[Your assignment]
The expected output is the full set of entries, printed exactly, without pictures.

*** Opening of Input ***

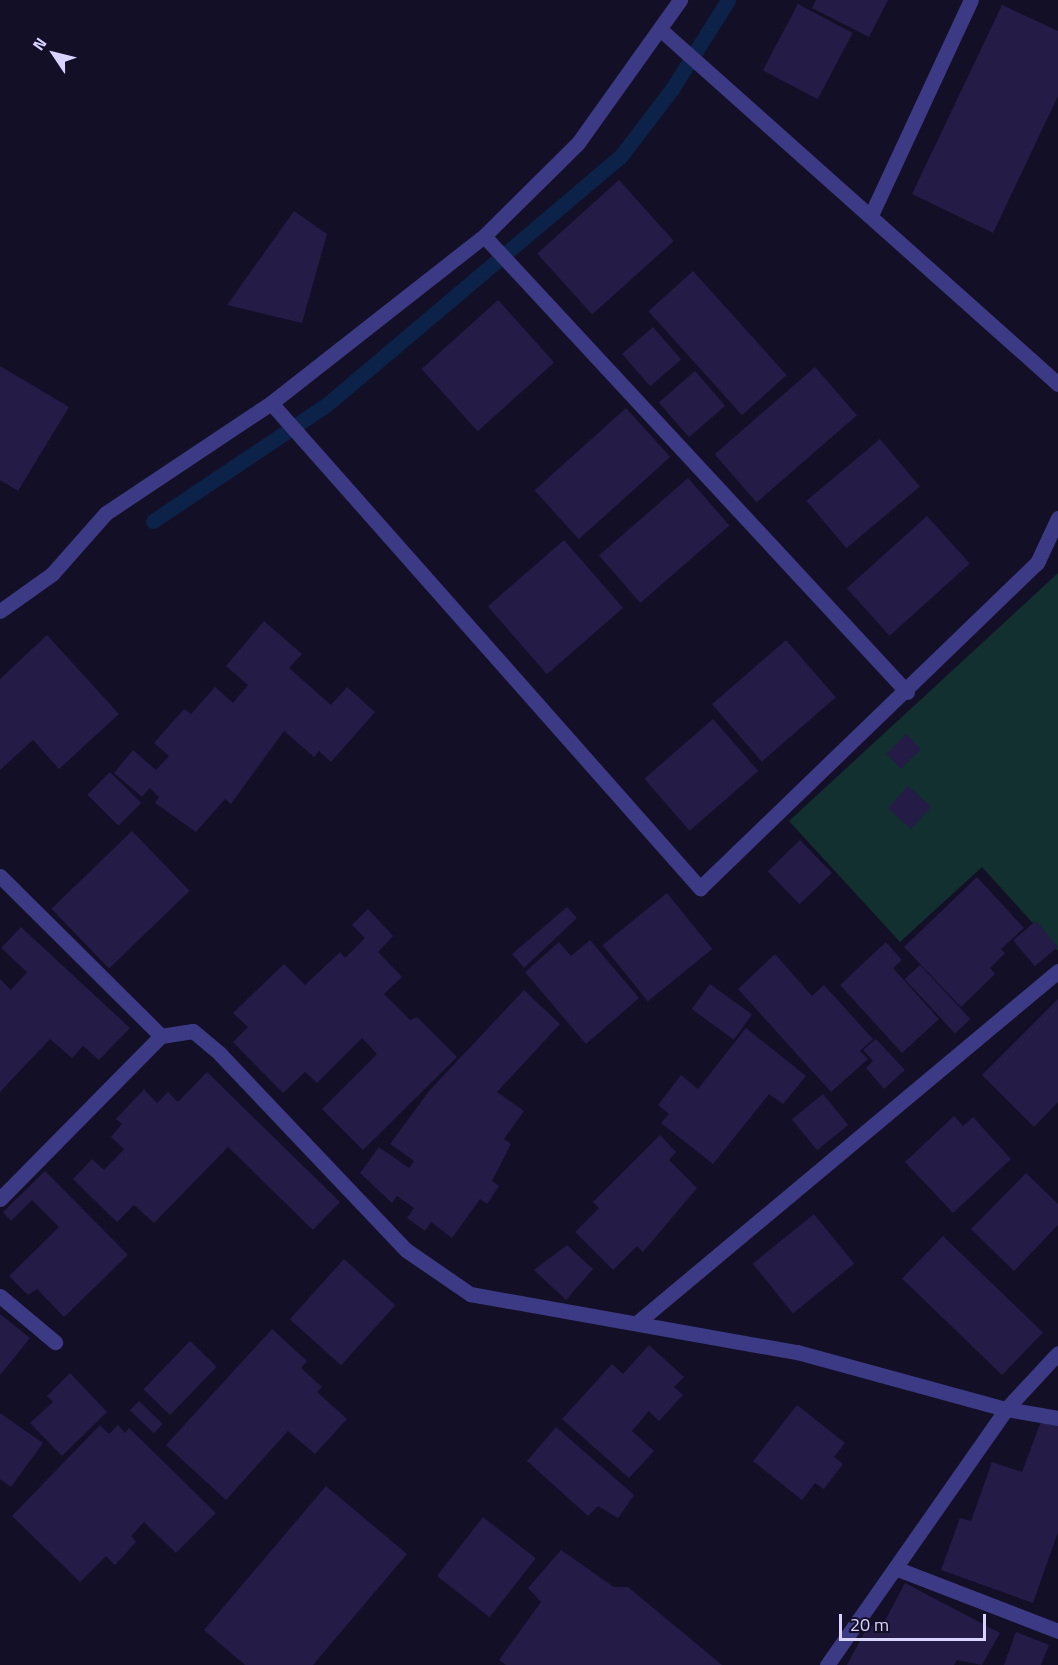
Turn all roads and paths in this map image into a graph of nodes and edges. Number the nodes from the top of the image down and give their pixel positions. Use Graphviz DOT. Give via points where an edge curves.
graph roads {
  1 [pos="680,0"];
  2 [pos="971,0"];
  3 [pos="661,30"];
  4 [pos="871,215"];
  5 [pos="484,236"];
  6 [pos="1058,384"];
  7 [pos="271,403"];
  8 [pos="1058,519"];
  9 [pos="0,611"];
  10 [pos="907,692"];
  11 [pos="0,876"];
  12 [pos="1058,971"];
  13 [pos="161,1036"];
  14 [pos="0,1199"];
  15 [pos="0,1296"];
  16 [pos="639,1321"];
  17 [pos="55,1341"];
  18 [pos="1058,1353"];
  19 [pos="1006,1409"];
  20 [pos="1058,1418"];
  21 [pos="895,1568"];
  22 [pos="1058,1631"];
  23 [pos="827,1665"];
  1 -- 3 [label="street"];
  2 -- 4 [label="street"];
  3 -- 4 [label="street"];
  3 -- 5 [label="street" via="578,144"];
  4 -- 6 [label="street"];
  5 -- 7 [label="street"];
  5 -- 10 [label="street"];
  7 -- 9 [label="street" via="106,513 52,574"];
  7 -- 10 [label="street" via="700,888"];
  8 -- 10 [label="street" via="1037,563"];
  11 -- 13 [label="street"];
  12 -- 16 [label="street"];
  13 -- 14 [label="street"];
  13 -- 16 [label="street" via="193,1031 406,1250 470,1294"];
  15 -- 17 [label="street"];
  16 -- 19 [label="street" via="797,1352"];
  18 -- 19 [label="street"];
  19 -- 20 [label="street"];
  19 -- 21 [label="street"];
  21 -- 22 [label="street"];
  21 -- 23 [label="street"];
}
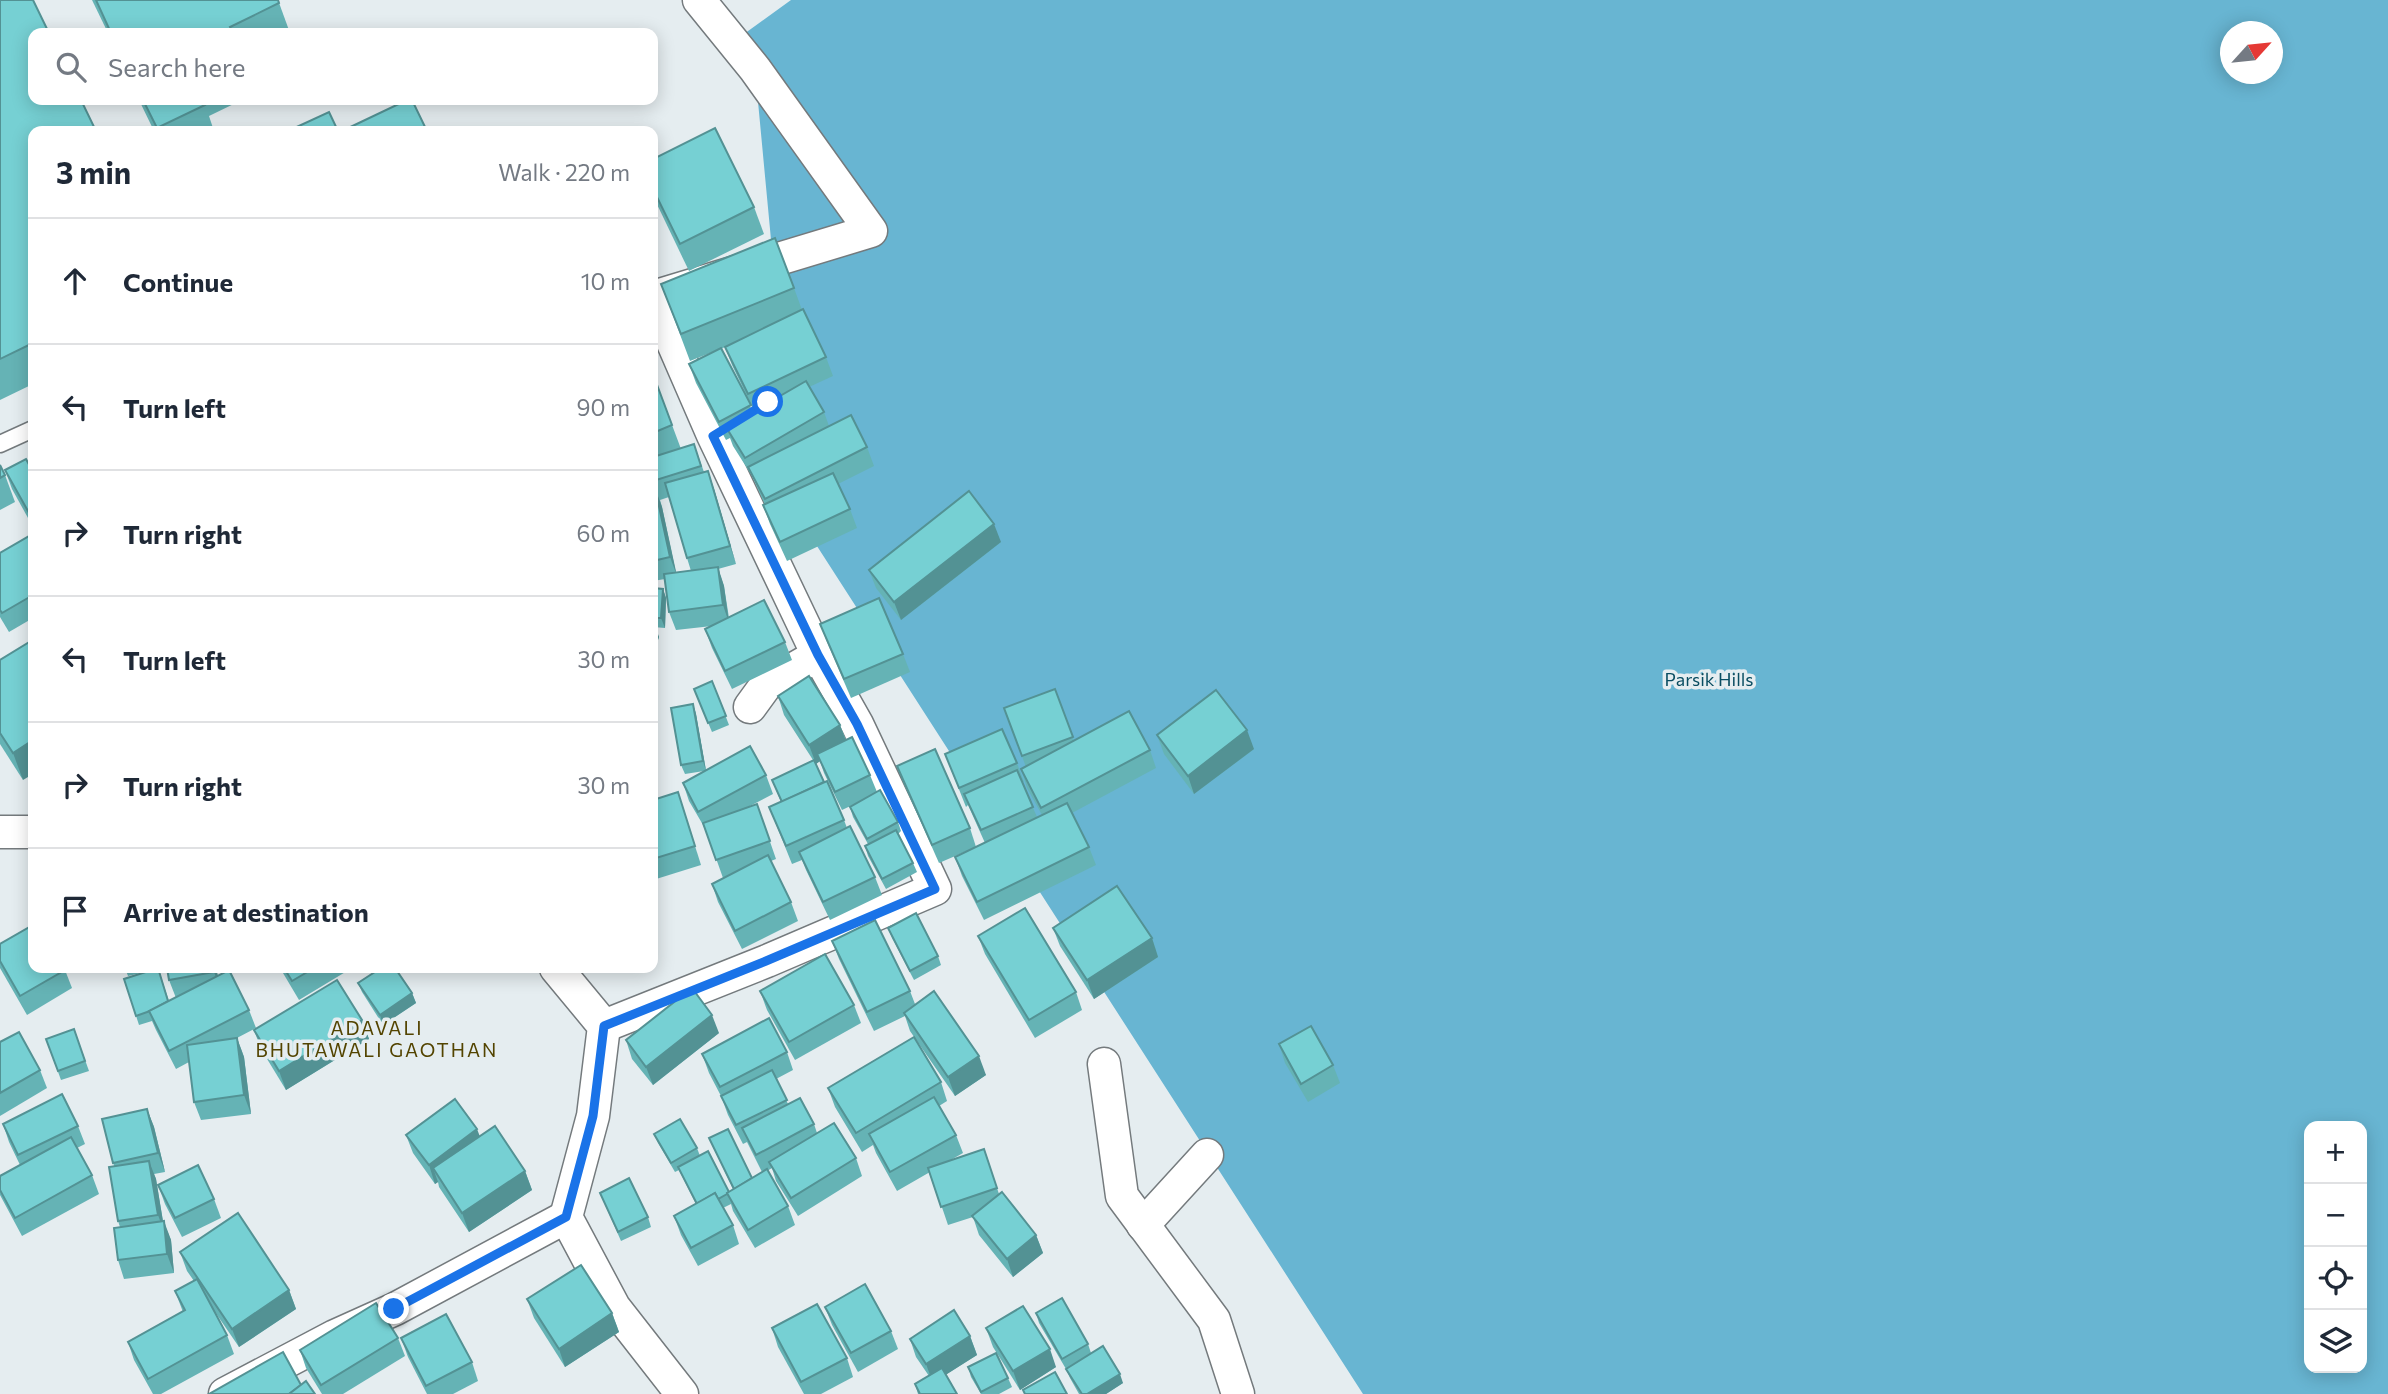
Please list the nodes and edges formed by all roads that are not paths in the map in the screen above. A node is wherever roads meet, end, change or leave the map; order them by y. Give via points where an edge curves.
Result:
1 (699, 0) edge
2 (658, 296) edge
3 (658, 306) edge
4 (28, 431) edge
5 (0, 444) edge
6 (818, 655) junction
7 (750, 707) dead end
8 (0, 832) edge
9 (28, 832) edge
10 (560, 973) edge
11 (604, 1026) junction
12 (1104, 1064) dead end
13 (1207, 1155) dead end
14 (566, 1217) junction
15 (1143, 1225) junction
16 (225, 1394) edge
17 (682, 1394) edge
18 (1238, 1394) edge

1 - 2 street via 755,69 871,232
3 - 6 street via 724,429
4 - 5 lane
6 - 7 street via 766,685
6 - 11 street via 941,870 935,889
8 - 9 street
10 - 11 street
11 - 14 street via 593,1116
12 - 15 street via 1122,1196
13 - 15 street
14 - 16 street
14 - 17 street via 614,1307
15 - 18 street via 1214,1320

*** Close of Input ***

[Written solution]
Turn all roads and paths in this map image into a graph of nodes and edges. Number the nodes from the top of the image down and give their pixel positions. Use Graphviz DOT. Give via points where an edge curves.
graph roads {
  1 [pos="680,0"];
  2 [pos="971,0"];
  3 [pos="661,30"];
  4 [pos="871,215"];
  5 [pos="484,236"];
  6 [pos="1058,384"];
  7 [pos="271,403"];
  8 [pos="1058,519"];
  9 [pos="0,611"];
  10 [pos="907,692"];
  11 [pos="0,876"];
  12 [pos="1058,971"];
  13 [pos="161,1036"];
  14 [pos="0,1199"];
  15 [pos="0,1296"];
  16 [pos="639,1321"];
  17 [pos="55,1341"];
  18 [pos="1058,1353"];
  19 [pos="1006,1409"];
  20 [pos="1058,1418"];
  21 [pos="895,1568"];
  22 [pos="1058,1631"];
  23 [pos="827,1665"];
  1 -- 3 [label="street"];
  2 -- 4 [label="street"];
  3 -- 4 [label="street"];
  3 -- 5 [label="street" via="578,144"];
  4 -- 6 [label="street"];
  5 -- 7 [label="street"];
  5 -- 10 [label="street"];
  7 -- 9 [label="street" via="106,513 52,574"];
  7 -- 10 [label="street" via="700,888"];
  8 -- 10 [label="street" via="1037,563"];
  11 -- 13 [label="street"];
  12 -- 16 [label="street"];
  13 -- 14 [label="street"];
  13 -- 16 [label="street" via="193,1031 406,1250 470,1294"];
  15 -- 17 [label="street"];
  16 -- 19 [label="street" via="797,1352"];
  18 -- 19 [label="street"];
  19 -- 20 [label="street"];
  19 -- 21 [label="street"];
  21 -- 22 [label="street"];
  21 -- 23 [label="street"];
}
Please list the nodes and edges formed by all roads that are not paths in the map in the screen above. A node is wherever roads meet, end, change or leave the map; order them by y. Give via points where an edge curves.
Result:
1 (699, 0) edge
2 (658, 296) edge
3 (658, 306) edge
4 (28, 431) edge
5 (0, 444) edge
6 (818, 655) junction
7 (750, 707) dead end
8 (0, 832) edge
9 (28, 832) edge
10 (560, 973) edge
11 (604, 1026) junction
12 (1104, 1064) dead end
13 (1207, 1155) dead end
14 (566, 1217) junction
15 (1143, 1225) junction
16 (225, 1394) edge
17 (682, 1394) edge
18 (1238, 1394) edge

1 - 2 street via 755,69 871,232
3 - 6 street via 724,429
4 - 5 lane
6 - 7 street via 766,685
6 - 11 street via 941,870 935,889
8 - 9 street
10 - 11 street
11 - 14 street via 593,1116
12 - 15 street via 1122,1196
13 - 15 street
14 - 16 street
14 - 17 street via 614,1307
15 - 18 street via 1214,1320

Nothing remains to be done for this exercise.